Instructions for the task
Copy all the lines of the data that include the word "tunnel".
:: Extracted entries
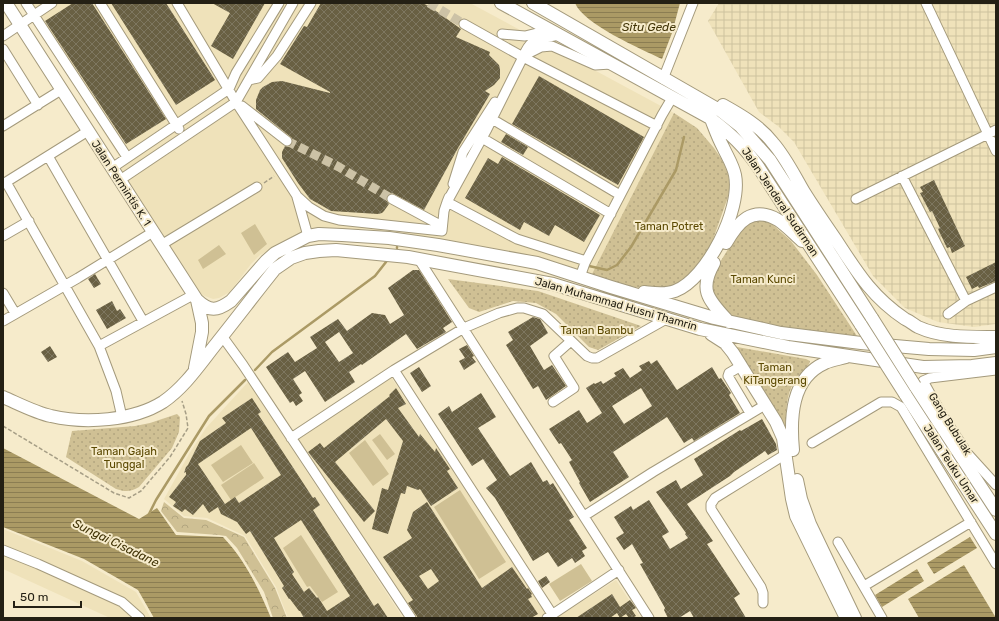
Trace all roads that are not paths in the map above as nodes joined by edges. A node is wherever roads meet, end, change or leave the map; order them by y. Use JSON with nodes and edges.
{"nodes":[{"id":1,"x":6,"y":3,"type":"edge"},
{"id":2,"x":26,"y":3,"type":"edge"},
{"id":3,"x":52,"y":3,"type":"edge"},
{"id":4,"x":100,"y":3,"type":"edge"},
{"id":5,"x":177,"y":3,"type":"edge"},
{"id":6,"x":279,"y":3,"type":"edge"},
{"id":7,"x":293,"y":3,"type":"edge"},
{"id":8,"x":501,"y":3,"type":"edge"},
{"id":9,"x":533,"y":3,"type":"edge"},
{"id":10,"x":693,"y":3,"type":"edge"},
{"id":11,"x":926,"y":3,"type":"edge"},
{"id":12,"x":309,"y":5,"type":"edge"},
{"id":13,"x":34,"y":15,"type":"junction"},
{"id":14,"x":464,"y":24,"type":"tunnel mouth"},
{"id":15,"x":20,"y":25,"type":"junction"},
{"id":16,"x":554,"y":32,"type":"junction"},
{"id":17,"x":502,"y":34,"type":"dead end"},
{"id":18,"x":3,"y":36,"type":"edge"},
{"id":19,"x":3,"y":49,"type":"edge"},
{"id":20,"x":523,"y":57,"type":"junction"},
{"id":21,"x":610,"y":64,"type":"junction"},
{"id":22,"x":663,"y":79,"type":"junction"},
{"id":23,"x":249,"y":80,"type":"junction"},
{"id":24,"x":229,"y":89,"type":"junction"},
{"id":25,"x":61,"y":90,"type":"junction"},
{"id":26,"x":690,"y":94,"type":"junction"},
{"id":27,"x":672,"y":98,"type":"junction"},
{"id":28,"x":236,"y":102,"type":"junction"},
{"id":29,"x":38,"y":105,"type":"junction"},
{"id":30,"x":710,"y":118,"type":"junction"},
{"id":31,"x":492,"y":119,"type":"junction"},
{"id":32,"x":176,"y":125,"type":"junction"},
{"id":33,"x":3,"y":126,"type":"edge"},
{"id":34,"x":657,"y":126,"type":"junction"},
{"id":35,"x":88,"y":131,"type":"junction"},
{"id":36,"x":992,"y":132,"type":"edge"},
{"id":37,"x":184,"y":137,"type":"junction"},
{"id":38,"x":482,"y":138,"type":"junction"},
{"id":39,"x":287,"y":141,"type":"tunnel mouth"},
{"id":40,"x":996,"y":151,"type":"edge"},
{"id":41,"x":48,"y":156,"type":"junction"},
{"id":42,"x":127,"y":157,"type":"junction"},
{"id":43,"x":112,"y":168,"type":"junction"},
{"id":44,"x":902,"y":176,"type":"junction"},
{"id":45,"x":120,"y":180,"type":"junction"},
{"id":46,"x":5,"y":183,"type":"edge"},
{"id":47,"x":257,"y":187,"type":"road end"},
{"id":48,"x":620,"y":195,"type":"junction"},
{"id":49,"x":297,"y":196,"type":"junction"},
{"id":50,"x":392,"y":199,"type":"tunnel mouth"},
{"id":51,"x":856,"y":199,"type":"dead end"},
{"id":52,"x":447,"y":202,"type":"junction"},
{"id":53,"x":610,"y":214,"type":"junction"},
{"id":54,"x":29,"y":221,"type":"junction"},
{"id":55,"x":442,"y":228,"type":"junction"},
{"id":56,"x":153,"y":232,"type":"junction"},
{"id":57,"x":3,"y":236,"type":"edge"},
{"id":58,"x":308,"y":236,"type":"junction"},
{"id":59,"x":161,"y":245,"type":"junction"},
{"id":60,"x":438,"y":246,"type":"junction"},
{"id":61,"x":813,"y":251,"type":"junction"},
{"id":62,"x":418,"y":258,"type":"junction"},
{"id":63,"x":108,"y":260,"type":"junction"},
{"id":64,"x":586,"y":261,"type":"junction"},
{"id":65,"x":552,"y":268,"type":"junction"},
{"id":66,"x":580,"y":277,"type":"junction"},
{"id":67,"x":548,"y":283,"type":"junction"},
{"id":68,"x":64,"y":286,"type":"junction"},
{"id":69,"x":610,"y":287,"type":"junction"},
{"id":70,"x":996,"y":287,"type":"edge"},
{"id":71,"x":3,"y":293,"type":"edge"},
{"id":72,"x":195,"y":297,"type":"junction"},
{"id":73,"x":966,"y":301,"type":"junction"},
{"id":74,"x":15,"y":313,"type":"junction"},
{"id":75,"x":948,"y":314,"type":"dead end"},
{"id":76,"x":668,"y":318,"type":"junction"},
{"id":77,"x":3,"y":320,"type":"edge"},
{"id":78,"x":143,"y":321,"type":"junction"},
{"id":79,"x":729,"y":322,"type":"junction"},
{"id":80,"x":464,"y":328,"type":"junction"},
{"id":81,"x":700,"y":328,"type":"junction"},
{"id":82,"x":222,"y":336,"type":"junction"},
{"id":83,"x":996,"y":337,"type":"edge"},
{"id":84,"x":571,"y":341,"type":"junction"},
{"id":85,"x":99,"y":346,"type":"junction"},
{"id":86,"x":996,"y":348,"type":"edge"},
{"id":87,"x":851,"y":356,"type":"junction"},
{"id":88,"x":996,"y":363,"type":"edge"},
{"id":89,"x":742,"y":366,"type":"junction"},
{"id":90,"x":394,"y":370,"type":"junction"},
{"id":91,"x":996,"y":370,"type":"edge"},
{"id":92,"x":194,"y":372,"type":"junction"},
{"id":93,"x":915,"y":386,"type":"joint"},
{"id":94,"x":905,"y":394,"type":"joint"},
{"id":95,"x":3,"y":396,"type":"edge"},
{"id":96,"x":552,"y":402,"type":"dead end"},
{"id":97,"x":765,"y":405,"type":"junction"},
{"id":98,"x":750,"y":413,"type":"junction"},
{"id":99,"x":122,"y":417,"type":"junction"},
{"id":100,"x":291,"y":438,"type":"junction"},
{"id":101,"x":812,"y":442,"type":"dead end"},
{"id":102,"x":786,"y":454,"type":"junction"},
{"id":103,"x":972,"y":473,"type":"junction"},
{"id":104,"x":996,"y":485,"type":"edge"},
{"id":105,"x":996,"y":495,"type":"edge"},
{"id":106,"x":996,"y":510,"type":"edge"},
{"id":107,"x":584,"y":516,"type":"junction"},
{"id":108,"x":971,"y":522,"type":"junction"},
{"id":109,"x":996,"y":534,"type":"edge"},
{"id":110,"x":838,"y":542,"type":"dead end"},
{"id":111,"x":3,"y":550,"type":"edge"},
{"id":112,"x":996,"y":564,"type":"edge"},
{"id":113,"x":619,"y":570,"type":"junction"},
{"id":114,"x":864,"y":586,"type":"junction"},
{"id":115,"x":763,"y":603,"type":"dead end"},
{"id":116,"x":549,"y":616,"type":"edge"},
{"id":117,"x":140,"y":618,"type":"edge"},
{"id":118,"x":411,"y":618,"type":"edge"},
{"id":119,"x":649,"y":618,"type":"edge"},
{"id":120,"x":846,"y":618,"type":"edge"},
{"id":121,"x":855,"y":618,"type":"edge"},
{"id":122,"x":882,"y":618,"type":"edge"}],
"edges":[{"from":1,"to":15,"type":"main road","name":"Jalan Permintis K. 1"},
{"from":2,"to":13,"type":"street"},
{"from":3,"to":13,"type":"street"},
{"from":4,"to":32,"type":"street"},
{"from":5,"to":24,"type":"street"},
{"from":6,"to":24,"type":"street"},
{"from":7,"to":23,"type":"street"},
{"from":8,"to":16,"type":"main road","name":"Jalan Jenderal Sudirman"},
{"from":9,"to":22,"type":"main road","name":"Jalan Jenderal Sudirman"},
{"from":10,"to":22,"type":"street"},
{"from":11,"to":36,"type":"street"},
{"from":12,"to":23,"type":"street"},
{"from":13,"to":15,"type":"street"},
{"from":13,"to":42,"type":"street"},
{"from":14,"to":20,"type":"street"},
{"from":15,"to":18,"type":"street"},
{"from":15,"to":25,"type":"main road","name":"Jalan Permintis K. 1"},
{"from":16,"to":17,"type":"street"},
{"from":16,"to":20,"type":"street"},
{"from":16,"to":21,"type":"main road","name":"Jalan Jenderal Sudirman"},
{"from":19,"to":29,"type":"street"},
{"from":20,"to":21,"type":"street"},
{"from":20,"to":31,"type":"street"},
{"from":20,"to":34,"type":"street"},
{"from":20,"to":52,"type":"street"},
{"from":21,"to":27,"type":"main road","name":"Jalan Jenderal Sudirman"},
{"from":22,"to":26,"type":"main road","name":"Jalan Jenderal Sudirman"},
{"from":23,"to":28,"type":"street"},
{"from":24,"to":28,"type":"street"},
{"from":24,"to":32,"type":"street"},
{"from":25,"to":29,"type":"street"},
{"from":25,"to":35,"type":"main road","name":"Jalan Permintis K. 1"},
{"from":26,"to":83,"type":"main road"},
{"from":26,"to":93,"type":"main road","name":"Jalan Jenderal Sudirman","bridge":true},
{"from":27,"to":30,"type":"main road","name":"Jalan Jenderal Sudirman"},
{"from":27,"to":34,"type":"street"},
{"from":28,"to":37,"type":"street"},
{"from":28,"to":39,"type":"street"},
{"from":28,"to":49,"type":"street"},
{"from":29,"to":33,"type":"street"},
{"from":30,"to":61,"type":"main road","name":"Jalan Jenderal Sudirman"},
{"from":30,"to":69,"type":"main road"},
{"from":31,"to":38,"type":"street"},
{"from":31,"to":48,"type":"street"},
{"from":32,"to":37,"type":"street"},
{"from":32,"to":42,"type":"street"},
{"from":34,"to":48,"type":"street"},
{"from":35,"to":41,"type":"street"},
{"from":35,"to":43,"type":"main road","name":"Jalan Permintis K. 1"},
{"from":36,"to":40,"type":"street"},
{"from":36,"to":44,"type":"street"},
{"from":37,"to":45,"type":"street"},
{"from":38,"to":52,"type":"street"},
{"from":38,"to":53,"type":"street"},
{"from":41,"to":46,"type":"street"},
{"from":41,"to":63,"type":"street"},
{"from":42,"to":43,"type":"street"},
{"from":43,"to":45,"type":"main road","name":"Jalan Permintis K. 1"},
{"from":44,"to":51,"type":"street"},
{"from":44,"to":73,"type":"street"},
{"from":45,"to":56,"type":"main road","name":"Jalan Permintis K. 1"},
{"from":46,"to":54,"type":"street"},
{"from":47,"to":59,"type":"street"},
{"from":48,"to":53,"type":"street"},
{"from":49,"to":55,"type":"street"},
{"from":49,"to":58,"type":"street"},
{"from":50,"to":55,"type":"street"},
{"from":52,"to":55,"type":"street"},
{"from":52,"to":64,"type":"street"},
{"from":53,"to":64,"type":"street"},
{"from":54,"to":57,"type":"street"},
{"from":54,"to":68,"type":"street"},
{"from":55,"to":60,"type":"street"},
{"from":56,"to":59,"type":"main road","name":"Jalan Permintis K. 1"},
{"from":56,"to":63,"type":"street"},
{"from":58,"to":60,"type":"main road","name":"Jalan Muhammad Husni Thamrin"},
{"from":58,"to":72,"type":"main road","name":"Jalan Muhammad Husni Thamrin"},
{"from":59,"to":72,"type":"main road","name":"Jalan Permintis K. 1"},
{"from":60,"to":65,"type":"main road","name":"Jalan Muhammad Husni Thamrin"},
{"from":61,"to":79,"type":"main road"},
{"from":61,"to":94,"type":"main road","name":"Jalan Jenderal Sudirman","bridge":true},
{"from":62,"to":67,"type":"main road","name":"Jalan Muhammad Husni Thamrin"},
{"from":62,"to":80,"type":"street"},
{"from":62,"to":82,"type":"main road","name":"Jalan Muhammad Husni Thamrin"},
{"from":63,"to":68,"type":"street"},
{"from":63,"to":78,"type":"street"},
{"from":64,"to":66,"type":"street"},
{"from":65,"to":66,"type":"main road","name":"Jalan Muhammad Husni Thamrin"},
{"from":65,"to":67,"type":"main road"},
{"from":66,"to":69,"type":"main road","name":"Jalan Muhammad Husni Thamrin"},
{"from":67,"to":76,"type":"main road","name":"Jalan Muhammad Husni Thamrin"},
{"from":68,"to":74,"type":"street"},
{"from":68,"to":85,"type":"street"},
{"from":69,"to":79,"type":"main road","name":"Jalan Muhammad Husni Thamrin"},
{"from":70,"to":73,"type":"street"},
{"from":71,"to":74,"type":"street"},
{"from":72,"to":78,"type":"street"},
{"from":72,"to":92,"type":"main road","name":"Jalan Permintis K. 1"},
{"from":73,"to":75,"type":"street"},
{"from":74,"to":77,"type":"street"},
{"from":76,"to":81,"type":"main road","name":"Jalan Muhammad Husni Thamrin"},
{"from":76,"to":84,"type":"street"},
{"from":78,"to":85,"type":"street"},
{"from":79,"to":86,"type":"main road","name":"Jalan Muhammad Husni Thamrin"},
{"from":80,"to":84,"type":"street"},
{"from":80,"to":90,"type":"street"},
{"from":80,"to":107,"type":"street"},
{"from":81,"to":87,"type":"main road","name":"Jalan Muhammad Husni Thamrin"},
{"from":81,"to":89,"type":"main road"},
{"from":82,"to":92,"type":"main road","name":"Jalan Muhammad Husni Thamrin"},
{"from":82,"to":100,"type":"street"},
{"from":84,"to":96,"type":"street"},
{"from":85,"to":99,"type":"street"},
{"from":87,"to":88,"type":"main road","name":"Jalan Muhammad Husni Thamrin"},
{"from":87,"to":121,"type":"main road"},
{"from":89,"to":97,"type":"main road"},
{"from":89,"to":98,"type":"street"},
{"from":90,"to":100,"type":"street"},
{"from":90,"to":116,"type":"street"},
{"from":91,"to":104,"type":"street","name":"Gang Bubulak"},
{"from":92,"to":99,"type":"main road","name":"Jalan Muhammad Husni Thamrin"},
{"from":93,"to":103,"type":"main road","name":"Jalan Teuku Umar"},
{"from":94,"to":109,"type":"main road","name":"Jalan Teuku Umar"},
{"from":95,"to":99,"type":"main road","name":"Jalan Muhammad Husni Thamrin"},
{"from":97,"to":98,"type":"street"},
{"from":97,"to":102,"type":"main road"},
{"from":98,"to":107,"type":"street"},
{"from":100,"to":118,"type":"street"},
{"from":101,"to":108,"type":"street"},
{"from":102,"to":115,"type":"street"},
{"from":102,"to":120,"type":"main road"},
{"from":103,"to":105,"type":"main road"},
{"from":103,"to":106,"type":"main road","name":"Jalan Teuku Umar"},
{"from":107,"to":113,"type":"street"},
{"from":108,"to":112,"type":"street"},
{"from":108,"to":114,"type":"street"},
{"from":110,"to":114,"type":"street"},
{"from":111,"to":117,"type":"street"},
{"from":113,"to":116,"type":"street"},
{"from":113,"to":119,"type":"street"},
{"from":114,"to":122,"type":"street"}]}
::::
Result of the exercise
{"id":14,"x":464,"y":24,"type":"tunnel mouth"},
{"id":39,"x":287,"y":141,"type":"tunnel mouth"},
{"id":50,"x":392,"y":199,"type":"tunnel mouth"},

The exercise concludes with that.